• **RECORDS FOR THE TASK**
++++
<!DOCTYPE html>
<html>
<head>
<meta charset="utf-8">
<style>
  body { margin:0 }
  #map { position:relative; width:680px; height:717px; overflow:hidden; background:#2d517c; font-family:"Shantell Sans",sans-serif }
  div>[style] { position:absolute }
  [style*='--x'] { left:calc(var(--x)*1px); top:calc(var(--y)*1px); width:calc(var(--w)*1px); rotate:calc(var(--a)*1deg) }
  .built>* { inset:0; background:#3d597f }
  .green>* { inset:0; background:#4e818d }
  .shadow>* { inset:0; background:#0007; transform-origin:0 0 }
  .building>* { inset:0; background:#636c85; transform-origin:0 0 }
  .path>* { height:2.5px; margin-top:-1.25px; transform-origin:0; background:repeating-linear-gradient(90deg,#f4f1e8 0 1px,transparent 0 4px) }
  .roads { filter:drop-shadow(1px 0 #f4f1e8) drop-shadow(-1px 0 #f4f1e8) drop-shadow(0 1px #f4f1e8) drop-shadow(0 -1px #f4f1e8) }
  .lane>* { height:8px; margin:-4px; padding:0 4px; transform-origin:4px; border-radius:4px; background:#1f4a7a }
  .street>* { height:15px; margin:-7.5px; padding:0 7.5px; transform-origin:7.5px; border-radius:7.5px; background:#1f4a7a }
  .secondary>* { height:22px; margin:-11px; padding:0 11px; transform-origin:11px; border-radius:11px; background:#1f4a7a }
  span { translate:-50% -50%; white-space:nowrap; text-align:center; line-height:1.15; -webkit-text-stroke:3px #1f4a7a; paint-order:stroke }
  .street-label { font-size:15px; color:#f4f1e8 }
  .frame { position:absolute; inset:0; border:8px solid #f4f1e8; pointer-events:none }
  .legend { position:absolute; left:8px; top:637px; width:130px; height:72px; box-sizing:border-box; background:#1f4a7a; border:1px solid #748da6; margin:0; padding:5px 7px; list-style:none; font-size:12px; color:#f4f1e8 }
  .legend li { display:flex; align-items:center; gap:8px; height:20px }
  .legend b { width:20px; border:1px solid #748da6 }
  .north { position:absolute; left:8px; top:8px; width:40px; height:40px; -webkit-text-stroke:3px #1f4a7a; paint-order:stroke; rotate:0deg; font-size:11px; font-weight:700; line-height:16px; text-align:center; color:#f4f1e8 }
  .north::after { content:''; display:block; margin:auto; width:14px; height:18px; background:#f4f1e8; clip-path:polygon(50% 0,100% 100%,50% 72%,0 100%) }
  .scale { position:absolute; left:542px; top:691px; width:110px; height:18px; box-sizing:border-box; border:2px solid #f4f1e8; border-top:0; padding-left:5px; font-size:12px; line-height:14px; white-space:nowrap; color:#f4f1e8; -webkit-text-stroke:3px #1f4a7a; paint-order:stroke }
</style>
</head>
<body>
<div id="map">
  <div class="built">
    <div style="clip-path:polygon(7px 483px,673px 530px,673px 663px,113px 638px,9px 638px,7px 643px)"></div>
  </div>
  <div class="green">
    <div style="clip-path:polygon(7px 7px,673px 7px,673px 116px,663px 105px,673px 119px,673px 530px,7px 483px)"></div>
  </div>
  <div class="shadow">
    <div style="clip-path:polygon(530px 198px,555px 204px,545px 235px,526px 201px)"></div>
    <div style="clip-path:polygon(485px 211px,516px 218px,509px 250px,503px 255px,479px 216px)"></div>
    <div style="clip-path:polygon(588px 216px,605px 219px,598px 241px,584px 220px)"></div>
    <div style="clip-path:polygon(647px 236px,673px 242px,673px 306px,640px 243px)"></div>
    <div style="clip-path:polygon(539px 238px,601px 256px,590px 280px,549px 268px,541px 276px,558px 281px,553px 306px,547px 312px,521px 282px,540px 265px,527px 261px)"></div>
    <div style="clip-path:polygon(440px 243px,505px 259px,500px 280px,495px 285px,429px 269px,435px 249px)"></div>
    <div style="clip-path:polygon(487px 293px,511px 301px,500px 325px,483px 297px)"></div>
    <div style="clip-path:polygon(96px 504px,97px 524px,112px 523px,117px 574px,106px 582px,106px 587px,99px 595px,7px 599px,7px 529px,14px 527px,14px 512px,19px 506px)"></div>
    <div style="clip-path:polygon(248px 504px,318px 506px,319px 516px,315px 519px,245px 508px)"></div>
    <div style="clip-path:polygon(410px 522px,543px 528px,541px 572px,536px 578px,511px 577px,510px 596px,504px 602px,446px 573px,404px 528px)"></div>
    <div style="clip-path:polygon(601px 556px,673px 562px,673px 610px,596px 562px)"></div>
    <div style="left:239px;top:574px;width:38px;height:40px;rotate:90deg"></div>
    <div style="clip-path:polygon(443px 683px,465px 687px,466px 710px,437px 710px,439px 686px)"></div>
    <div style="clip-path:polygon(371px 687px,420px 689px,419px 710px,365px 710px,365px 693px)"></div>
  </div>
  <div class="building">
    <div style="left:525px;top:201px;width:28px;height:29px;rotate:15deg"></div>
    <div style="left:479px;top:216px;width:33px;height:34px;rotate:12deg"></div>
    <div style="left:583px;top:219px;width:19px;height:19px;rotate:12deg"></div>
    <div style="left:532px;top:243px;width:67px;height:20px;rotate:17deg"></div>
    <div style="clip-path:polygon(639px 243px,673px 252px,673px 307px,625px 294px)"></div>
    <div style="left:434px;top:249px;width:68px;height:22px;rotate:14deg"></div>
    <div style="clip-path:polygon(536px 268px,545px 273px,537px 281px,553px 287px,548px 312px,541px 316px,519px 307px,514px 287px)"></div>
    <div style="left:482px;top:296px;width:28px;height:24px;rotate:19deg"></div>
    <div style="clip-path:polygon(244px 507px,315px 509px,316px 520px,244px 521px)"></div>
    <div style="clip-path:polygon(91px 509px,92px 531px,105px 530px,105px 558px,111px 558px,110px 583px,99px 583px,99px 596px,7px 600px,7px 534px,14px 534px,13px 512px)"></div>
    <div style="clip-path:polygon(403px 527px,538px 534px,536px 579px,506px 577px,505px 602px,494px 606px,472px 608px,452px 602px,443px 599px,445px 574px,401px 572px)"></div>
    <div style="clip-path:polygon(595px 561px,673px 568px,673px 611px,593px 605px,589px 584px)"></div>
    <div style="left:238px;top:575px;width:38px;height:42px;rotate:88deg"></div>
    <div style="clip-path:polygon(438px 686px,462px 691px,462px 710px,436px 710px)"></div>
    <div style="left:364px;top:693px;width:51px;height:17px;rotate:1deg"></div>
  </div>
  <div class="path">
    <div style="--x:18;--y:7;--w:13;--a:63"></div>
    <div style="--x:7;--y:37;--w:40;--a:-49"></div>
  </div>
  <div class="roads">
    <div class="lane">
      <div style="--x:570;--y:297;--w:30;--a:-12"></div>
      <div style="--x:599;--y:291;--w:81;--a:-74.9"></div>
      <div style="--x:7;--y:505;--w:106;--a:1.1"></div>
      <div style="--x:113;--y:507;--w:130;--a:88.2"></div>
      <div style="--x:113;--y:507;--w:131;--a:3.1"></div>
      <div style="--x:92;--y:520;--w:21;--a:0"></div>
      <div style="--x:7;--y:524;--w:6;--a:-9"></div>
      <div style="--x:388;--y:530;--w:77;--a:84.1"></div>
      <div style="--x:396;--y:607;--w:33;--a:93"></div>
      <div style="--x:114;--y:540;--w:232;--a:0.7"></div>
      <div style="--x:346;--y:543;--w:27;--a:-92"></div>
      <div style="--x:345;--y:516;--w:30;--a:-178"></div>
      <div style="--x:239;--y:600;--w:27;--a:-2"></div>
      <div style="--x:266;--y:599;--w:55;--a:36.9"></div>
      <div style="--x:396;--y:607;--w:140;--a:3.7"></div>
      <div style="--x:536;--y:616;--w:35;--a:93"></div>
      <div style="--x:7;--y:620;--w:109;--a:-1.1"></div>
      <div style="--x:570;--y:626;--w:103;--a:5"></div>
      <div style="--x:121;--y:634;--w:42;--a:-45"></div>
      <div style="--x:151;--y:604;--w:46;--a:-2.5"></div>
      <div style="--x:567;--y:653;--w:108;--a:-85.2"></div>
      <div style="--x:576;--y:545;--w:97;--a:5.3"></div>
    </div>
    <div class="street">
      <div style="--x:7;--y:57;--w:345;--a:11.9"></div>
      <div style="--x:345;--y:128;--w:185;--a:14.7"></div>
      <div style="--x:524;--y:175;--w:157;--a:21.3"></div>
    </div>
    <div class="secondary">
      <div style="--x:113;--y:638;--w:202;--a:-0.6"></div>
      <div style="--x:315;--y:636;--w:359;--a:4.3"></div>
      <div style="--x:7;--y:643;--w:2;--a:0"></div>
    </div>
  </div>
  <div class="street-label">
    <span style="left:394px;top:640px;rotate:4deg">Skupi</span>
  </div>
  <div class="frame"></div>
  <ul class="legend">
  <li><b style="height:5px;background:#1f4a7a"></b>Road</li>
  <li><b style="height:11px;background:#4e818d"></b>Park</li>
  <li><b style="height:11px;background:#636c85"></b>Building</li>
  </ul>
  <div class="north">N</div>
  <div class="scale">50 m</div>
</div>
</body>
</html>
++++
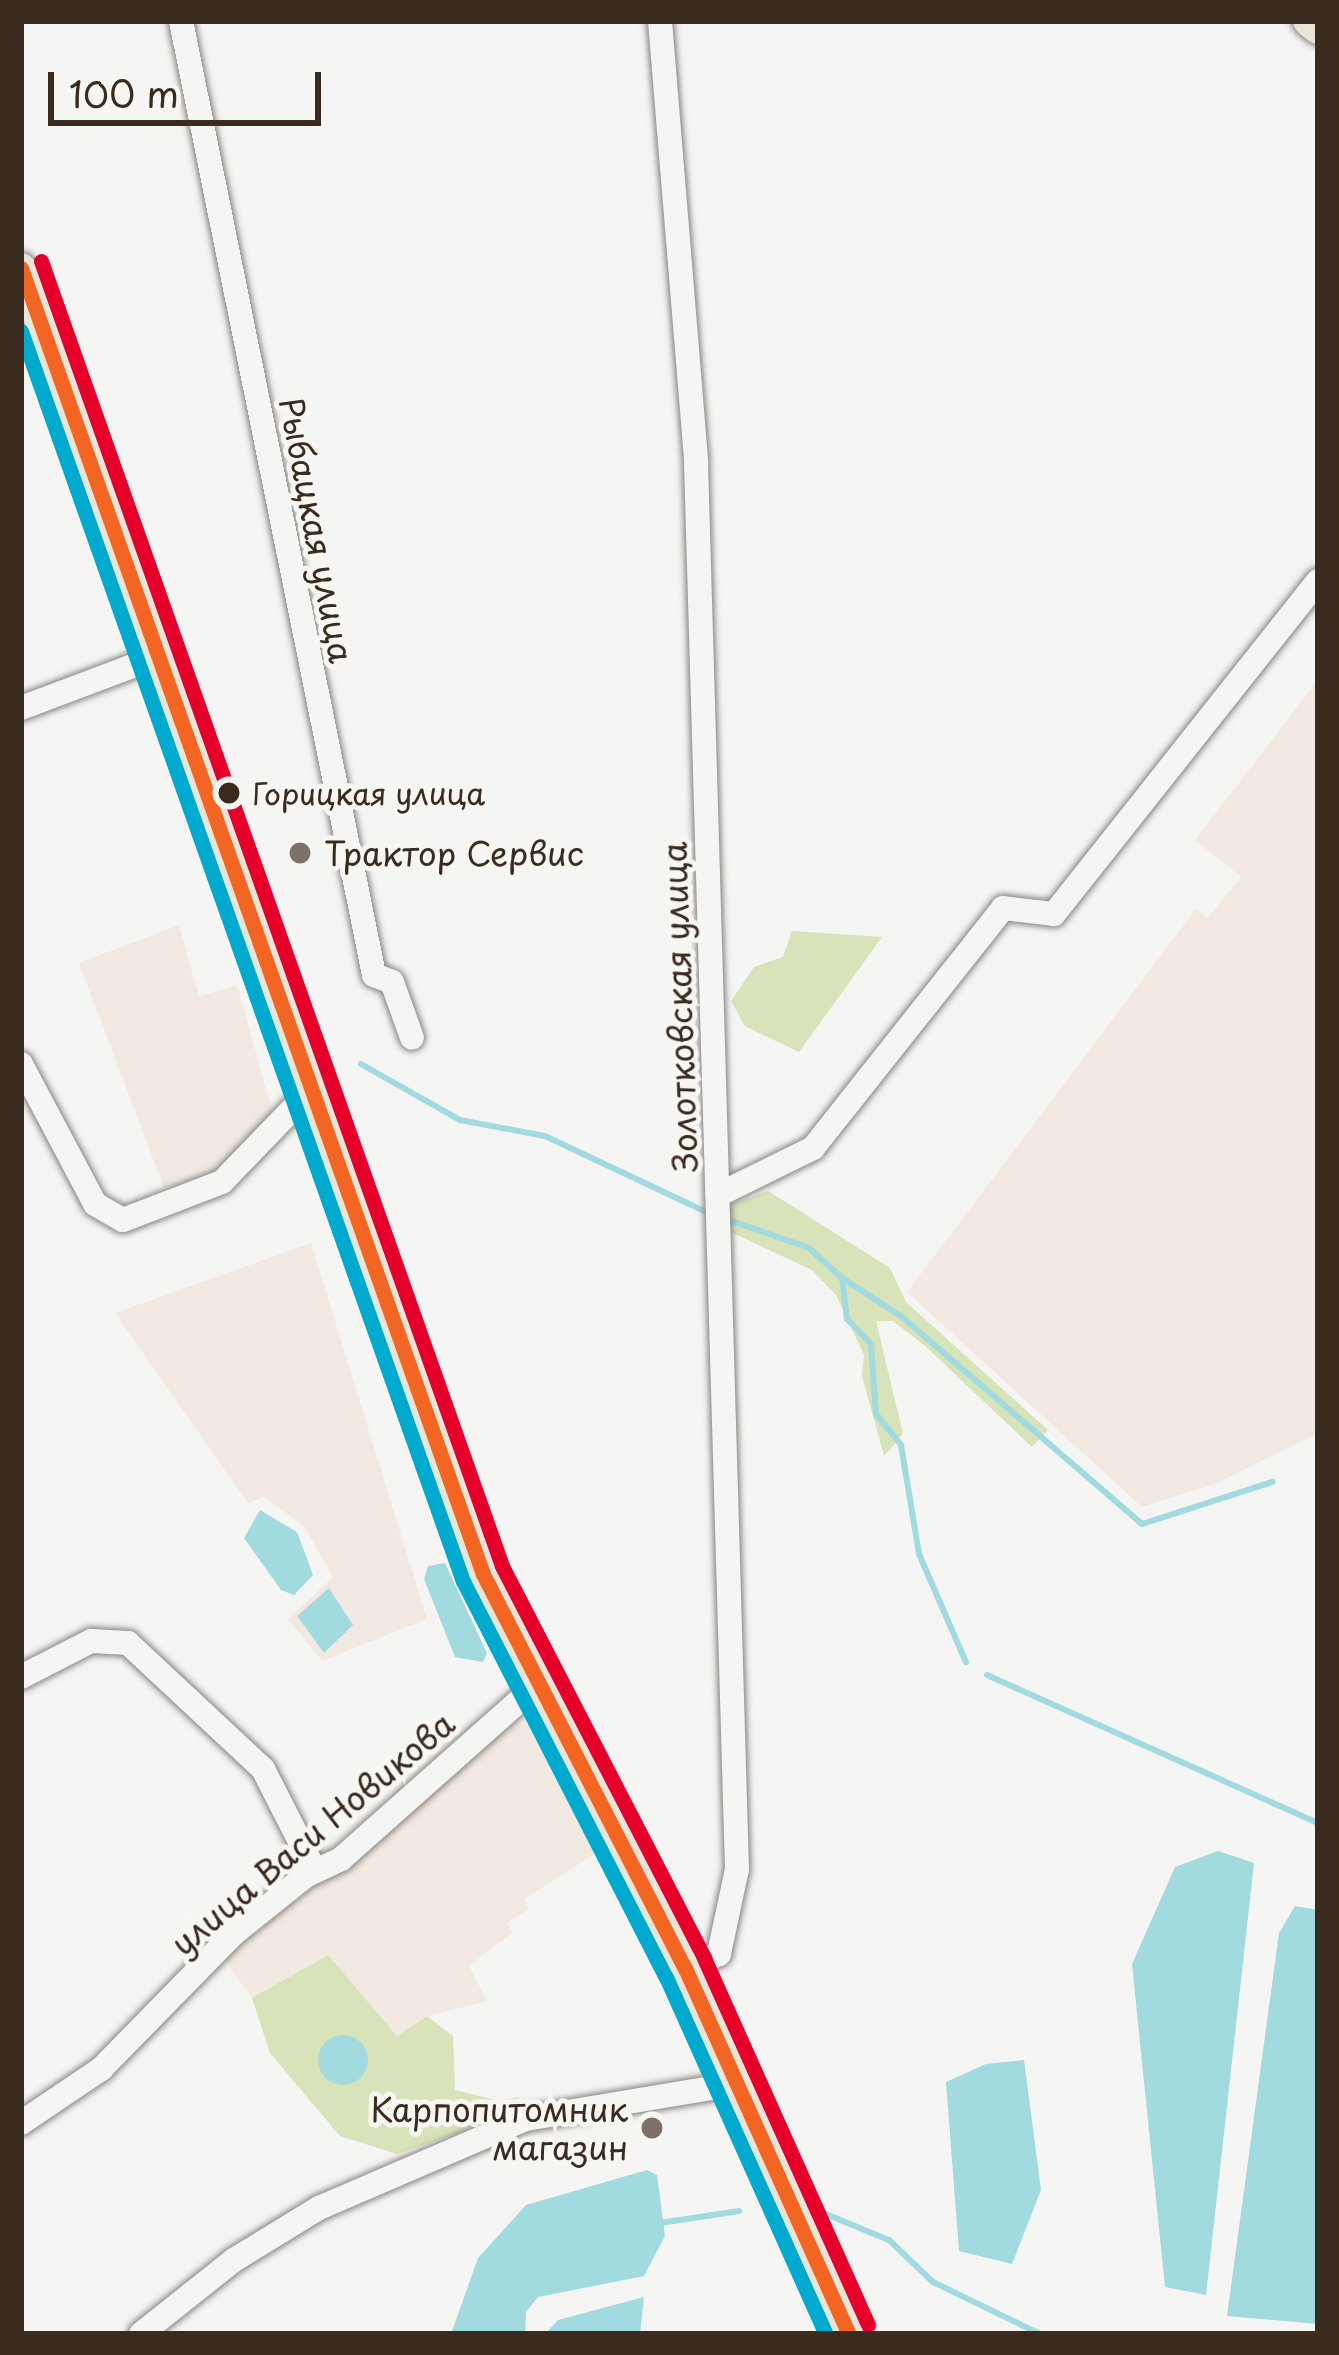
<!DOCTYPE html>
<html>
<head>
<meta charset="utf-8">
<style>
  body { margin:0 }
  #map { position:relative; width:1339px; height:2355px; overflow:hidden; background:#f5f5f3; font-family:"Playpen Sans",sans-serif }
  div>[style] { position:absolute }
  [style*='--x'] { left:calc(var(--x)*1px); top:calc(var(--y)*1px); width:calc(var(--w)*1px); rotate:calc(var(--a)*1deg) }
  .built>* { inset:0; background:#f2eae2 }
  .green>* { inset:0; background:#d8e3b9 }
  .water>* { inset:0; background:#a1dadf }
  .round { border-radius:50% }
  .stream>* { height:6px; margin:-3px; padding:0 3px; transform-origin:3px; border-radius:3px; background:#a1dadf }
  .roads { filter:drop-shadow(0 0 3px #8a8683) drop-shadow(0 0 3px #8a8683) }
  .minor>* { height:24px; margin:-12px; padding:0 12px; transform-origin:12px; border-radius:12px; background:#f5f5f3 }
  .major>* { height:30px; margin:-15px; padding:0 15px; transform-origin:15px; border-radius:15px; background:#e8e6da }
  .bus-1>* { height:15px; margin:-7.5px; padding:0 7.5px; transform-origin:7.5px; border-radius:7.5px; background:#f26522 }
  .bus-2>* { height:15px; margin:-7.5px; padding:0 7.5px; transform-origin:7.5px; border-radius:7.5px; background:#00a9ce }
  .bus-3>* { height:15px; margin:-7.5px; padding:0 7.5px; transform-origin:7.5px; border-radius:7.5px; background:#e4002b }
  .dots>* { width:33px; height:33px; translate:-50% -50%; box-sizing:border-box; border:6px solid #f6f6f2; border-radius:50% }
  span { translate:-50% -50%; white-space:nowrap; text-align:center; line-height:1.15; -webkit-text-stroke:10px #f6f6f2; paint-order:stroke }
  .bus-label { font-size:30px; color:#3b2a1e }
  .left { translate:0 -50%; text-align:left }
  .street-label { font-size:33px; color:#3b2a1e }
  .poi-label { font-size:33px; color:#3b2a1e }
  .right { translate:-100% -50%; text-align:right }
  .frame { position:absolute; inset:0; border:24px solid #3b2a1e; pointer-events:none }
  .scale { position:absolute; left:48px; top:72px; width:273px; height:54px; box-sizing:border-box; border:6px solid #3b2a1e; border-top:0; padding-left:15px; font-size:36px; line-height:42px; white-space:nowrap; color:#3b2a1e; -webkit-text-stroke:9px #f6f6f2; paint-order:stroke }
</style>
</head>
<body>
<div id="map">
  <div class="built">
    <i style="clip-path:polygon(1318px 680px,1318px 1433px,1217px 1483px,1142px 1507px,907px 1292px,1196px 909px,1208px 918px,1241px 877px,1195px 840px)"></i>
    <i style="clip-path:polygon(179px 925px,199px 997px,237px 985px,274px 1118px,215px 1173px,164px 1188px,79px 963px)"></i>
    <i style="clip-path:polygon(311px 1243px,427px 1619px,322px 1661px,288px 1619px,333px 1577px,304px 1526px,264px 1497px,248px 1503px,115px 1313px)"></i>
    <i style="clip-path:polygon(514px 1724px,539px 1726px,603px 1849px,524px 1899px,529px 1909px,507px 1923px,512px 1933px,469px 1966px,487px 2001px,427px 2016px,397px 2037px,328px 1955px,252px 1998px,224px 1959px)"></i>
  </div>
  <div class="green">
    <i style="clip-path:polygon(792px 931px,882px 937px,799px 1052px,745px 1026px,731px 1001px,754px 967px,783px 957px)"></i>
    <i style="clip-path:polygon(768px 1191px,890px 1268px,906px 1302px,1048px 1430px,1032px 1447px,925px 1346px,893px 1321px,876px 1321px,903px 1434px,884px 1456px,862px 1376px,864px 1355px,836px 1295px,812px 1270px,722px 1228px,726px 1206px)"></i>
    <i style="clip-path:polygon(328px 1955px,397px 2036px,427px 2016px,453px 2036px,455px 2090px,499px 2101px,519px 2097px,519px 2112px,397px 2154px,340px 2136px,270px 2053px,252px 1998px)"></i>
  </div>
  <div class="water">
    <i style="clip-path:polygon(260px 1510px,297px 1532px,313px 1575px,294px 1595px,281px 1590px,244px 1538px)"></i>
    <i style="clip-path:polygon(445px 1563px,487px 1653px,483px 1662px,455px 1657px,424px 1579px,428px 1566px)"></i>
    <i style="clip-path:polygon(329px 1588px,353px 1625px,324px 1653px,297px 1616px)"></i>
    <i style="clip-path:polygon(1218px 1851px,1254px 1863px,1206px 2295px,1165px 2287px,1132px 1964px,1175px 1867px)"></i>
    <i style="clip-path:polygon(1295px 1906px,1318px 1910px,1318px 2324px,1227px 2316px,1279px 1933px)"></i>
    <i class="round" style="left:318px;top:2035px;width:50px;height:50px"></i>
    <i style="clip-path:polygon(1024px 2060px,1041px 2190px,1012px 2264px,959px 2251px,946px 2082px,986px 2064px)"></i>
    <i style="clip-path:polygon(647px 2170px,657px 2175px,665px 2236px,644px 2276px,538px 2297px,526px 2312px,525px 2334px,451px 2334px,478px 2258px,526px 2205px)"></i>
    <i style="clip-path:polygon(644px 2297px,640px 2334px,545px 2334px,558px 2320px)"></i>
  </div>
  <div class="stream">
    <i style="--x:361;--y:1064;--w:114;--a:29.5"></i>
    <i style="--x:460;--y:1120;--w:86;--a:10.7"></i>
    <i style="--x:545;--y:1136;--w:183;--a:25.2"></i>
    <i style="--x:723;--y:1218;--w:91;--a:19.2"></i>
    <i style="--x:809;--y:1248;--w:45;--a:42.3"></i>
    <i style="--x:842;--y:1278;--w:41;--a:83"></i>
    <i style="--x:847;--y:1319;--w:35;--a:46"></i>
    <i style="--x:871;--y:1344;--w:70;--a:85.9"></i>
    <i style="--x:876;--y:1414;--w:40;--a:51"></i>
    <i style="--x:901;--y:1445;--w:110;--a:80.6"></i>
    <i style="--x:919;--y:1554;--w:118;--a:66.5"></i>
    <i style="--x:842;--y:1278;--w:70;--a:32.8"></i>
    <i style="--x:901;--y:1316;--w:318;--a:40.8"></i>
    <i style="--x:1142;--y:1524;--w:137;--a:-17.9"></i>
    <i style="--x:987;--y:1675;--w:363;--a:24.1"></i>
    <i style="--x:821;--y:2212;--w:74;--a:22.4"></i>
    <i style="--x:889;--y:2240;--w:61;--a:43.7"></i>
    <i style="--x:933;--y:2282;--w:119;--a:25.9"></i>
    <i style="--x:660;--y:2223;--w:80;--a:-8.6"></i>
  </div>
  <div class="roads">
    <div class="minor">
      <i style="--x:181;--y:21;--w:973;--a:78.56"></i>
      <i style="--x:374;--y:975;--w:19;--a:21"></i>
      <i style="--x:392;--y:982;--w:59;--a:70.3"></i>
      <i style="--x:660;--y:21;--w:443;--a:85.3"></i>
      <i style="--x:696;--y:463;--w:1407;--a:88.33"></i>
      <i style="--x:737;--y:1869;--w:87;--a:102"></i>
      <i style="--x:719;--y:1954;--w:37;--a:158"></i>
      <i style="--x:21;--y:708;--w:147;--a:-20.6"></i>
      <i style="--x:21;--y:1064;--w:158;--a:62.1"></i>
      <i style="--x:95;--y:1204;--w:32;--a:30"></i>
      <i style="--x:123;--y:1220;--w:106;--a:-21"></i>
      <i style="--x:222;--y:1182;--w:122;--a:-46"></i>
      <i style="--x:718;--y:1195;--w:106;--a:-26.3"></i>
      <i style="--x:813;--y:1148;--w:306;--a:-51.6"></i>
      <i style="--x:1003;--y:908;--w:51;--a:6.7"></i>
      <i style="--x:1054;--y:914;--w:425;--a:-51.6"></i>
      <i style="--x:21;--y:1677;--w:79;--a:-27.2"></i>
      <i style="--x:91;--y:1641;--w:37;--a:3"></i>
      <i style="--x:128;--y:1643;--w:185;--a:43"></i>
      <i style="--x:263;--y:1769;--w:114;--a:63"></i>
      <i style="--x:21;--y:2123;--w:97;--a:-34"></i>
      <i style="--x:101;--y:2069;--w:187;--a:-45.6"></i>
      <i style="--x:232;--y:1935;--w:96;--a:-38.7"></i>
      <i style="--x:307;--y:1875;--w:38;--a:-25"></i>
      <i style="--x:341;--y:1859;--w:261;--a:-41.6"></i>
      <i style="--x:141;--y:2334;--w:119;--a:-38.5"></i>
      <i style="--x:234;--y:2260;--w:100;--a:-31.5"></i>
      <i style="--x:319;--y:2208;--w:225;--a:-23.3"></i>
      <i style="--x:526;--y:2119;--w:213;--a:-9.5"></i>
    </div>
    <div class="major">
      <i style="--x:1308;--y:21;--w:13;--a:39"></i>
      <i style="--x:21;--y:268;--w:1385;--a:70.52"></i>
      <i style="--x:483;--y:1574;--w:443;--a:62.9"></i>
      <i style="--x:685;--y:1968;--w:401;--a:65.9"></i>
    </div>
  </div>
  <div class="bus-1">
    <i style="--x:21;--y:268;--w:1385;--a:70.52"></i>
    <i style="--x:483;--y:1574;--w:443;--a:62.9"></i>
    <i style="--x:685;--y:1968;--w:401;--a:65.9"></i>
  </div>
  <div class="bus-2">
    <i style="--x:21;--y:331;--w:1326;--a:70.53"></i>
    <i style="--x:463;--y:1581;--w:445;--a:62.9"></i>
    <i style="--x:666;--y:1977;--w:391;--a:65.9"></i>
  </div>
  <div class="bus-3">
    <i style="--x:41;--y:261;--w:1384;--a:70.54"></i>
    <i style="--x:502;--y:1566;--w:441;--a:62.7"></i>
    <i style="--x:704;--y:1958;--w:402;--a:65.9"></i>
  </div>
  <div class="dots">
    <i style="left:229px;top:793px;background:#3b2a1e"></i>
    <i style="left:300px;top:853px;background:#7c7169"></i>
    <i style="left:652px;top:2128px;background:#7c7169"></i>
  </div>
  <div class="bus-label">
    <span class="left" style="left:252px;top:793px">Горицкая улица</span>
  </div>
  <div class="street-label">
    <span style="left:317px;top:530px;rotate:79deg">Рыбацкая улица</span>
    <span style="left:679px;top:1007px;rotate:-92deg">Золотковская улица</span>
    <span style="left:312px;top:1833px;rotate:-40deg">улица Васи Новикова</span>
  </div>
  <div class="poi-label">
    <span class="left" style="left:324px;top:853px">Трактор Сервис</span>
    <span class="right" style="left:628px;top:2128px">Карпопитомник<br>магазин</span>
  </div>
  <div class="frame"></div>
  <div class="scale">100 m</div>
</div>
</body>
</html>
++++
• **TASK OBJECTIVE**
Each line above where the word "stream" occurs should be copied out.

• **EXPECTED OUTPUT**
  .stream>* { height:6px; margin:-3px; padding:0 3px; transform-origin:3px; border-radius:3px; background:#a1dadf }
  <div class="stream">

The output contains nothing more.